Aslında ilk günlerde bile bazı küçük sinyaller görüyorsunuz. O ana kadar kafanızda oluşturduğu imaja ters bir laf ediyor veya önceden anlattığı bir olayla ilgili başka bir sefer farklı bir detay veriyor. Bazı zamanlar da sizi incitebilecek küçük bir söz söylüyor ama sonrasında hemencecik özür diliyor. Dolayısıyla çok üzerinde durmuyorsunuz. Bazen de hiçbir şey söylemese bile dudağında küçük bir alaycı gülüş veya gözlerinde karanlık bir bakış görüyorsunuz. Yine de çok önemsemiyorsunuz. Hem hepimizin karanlık bir tarafı yok mu?

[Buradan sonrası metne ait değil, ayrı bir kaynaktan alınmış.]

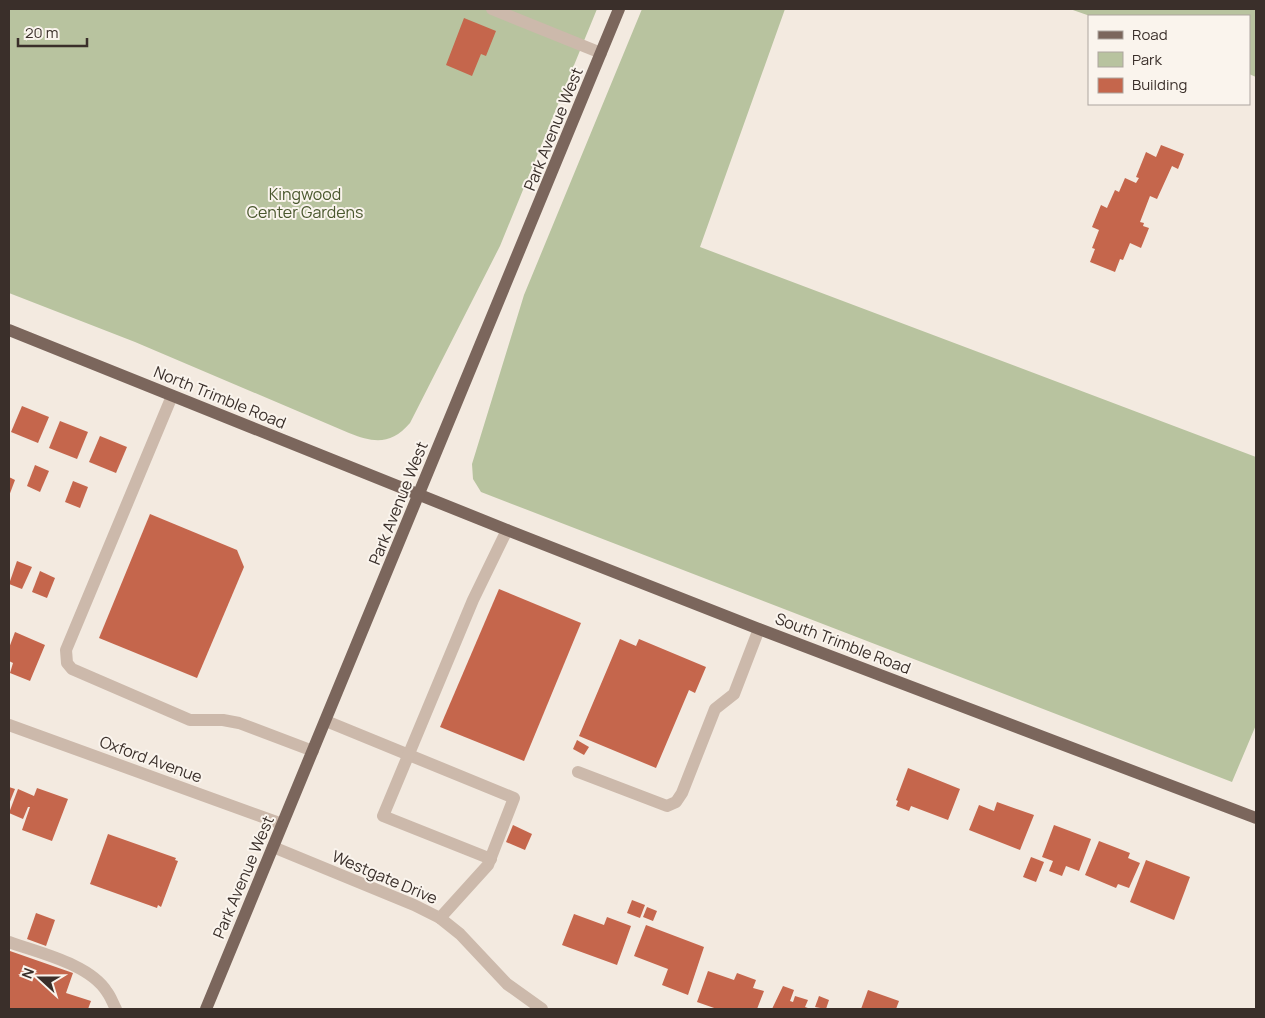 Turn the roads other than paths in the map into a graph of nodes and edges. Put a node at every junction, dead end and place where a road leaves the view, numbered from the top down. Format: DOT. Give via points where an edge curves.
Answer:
graph roads {
  1 [pos="492,9"];
  2 [pos="620,9"];
  3 [pos="601,53"];
  4 [pos="9,330"];
  5 [pos="172,396"];
  6 [pos="420,494"];
  7 [pos="507,530"];
  8 [pos="760,629"];
  9 [pos="326,721"];
  10 [pos="9,725"];
  11 [pos="313,751"];
  12 [pos="408,754"];
  13 [pos="578,772"];
  14 [pos="1256,818"];
  15 [pos="282,824"];
  16 [pos="273,847"];
  17 [pos="491,859"];
  18 [pos="440,918"];
  19 [pos="9,942"];
  20 [pos="116,1009"];
  21 [pos="206,1009"];
  22 [pos="542,1009"];
  1 -- 3 [label="street"];
  2 -- 3 [label="main road, Park Avenue West"];
  3 -- 6 [label="main road, Park Avenue West"];
  4 -- 5 [label="main road, North Trimble Road"];
  5 -- 6 [label="main road, North Trimble Road"];
  5 -- 11 [label="street" via="66,650 67,663 72,669 190,720 239,722"];
  6 -- 7 [label="main road, South Trimble Road"];
  6 -- 9 [label="main road, Park Avenue West"];
  7 -- 8 [label="main road, South Trimble Road"];
  7 -- 12 [label="street" via="473,600"];
  8 -- 13 [label="street" via="734,694 715,710 676,802 667,806"];
  8 -- 14 [label="main road, South Trimble Road"];
  9 -- 11 [label="main road, Park Avenue West"];
  9 -- 12 [label="street"];
  10 -- 15 [label="street, Oxford Avenue"];
  11 -- 15 [label="main road, Park Avenue West"];
  12 -- 17 [label="street" via="514,797"];
  12 -- 17 [label="street" via="383,816"];
  15 -- 16 [label="main road, Park Avenue West"];
  16 -- 18 [label="street, Westgate Drive"];
  16 -- 21 [label="main road, Park Avenue West"];
  17 -- 18 [label="street"];
  18 -- 22 [label="street, Westgate Drive" via="460,934 507,984"];
  19 -- 20 [label="street" via="81,968 107,991"];
}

Kimi zaman görünürde hiçbir sorun olmuyor ama bazen bir şey söylediğinde karnınızda bir düğümlenme veya göğsünüzde bir baskı hissediyorsunuz. Sanki karşınızdaki size karşı tam olarak dürüst değilmiş gibi bir his. Ama büyük ihtimalle bu sizin şüpheci doğanızdan, belki eski güvensizliklerinizden kaynaklanıyordur. Hatta belki de bu ilgiyi ve sevgiyi hak etmediğinizi düşündüğünüzden kendi kendinizi sabote etmeye çalışıyorsunuzdur. Neden olmasın? Mantıken düşündüğünüzde ortada hiçbir gerçek sorun yok çünkü. Dolayısıyla içinizdeki şüpheleri hemen def ediyorsunuz. Böylece duvarlarınızı kaldırıp onu hayatınızın içine daha çok dahil ediyorsunuz. Sonuçta daha önce bu kadar yoğun bir şey hiç yaşamadınız ve bunun tadını çıkarmaya çalışmalısınız.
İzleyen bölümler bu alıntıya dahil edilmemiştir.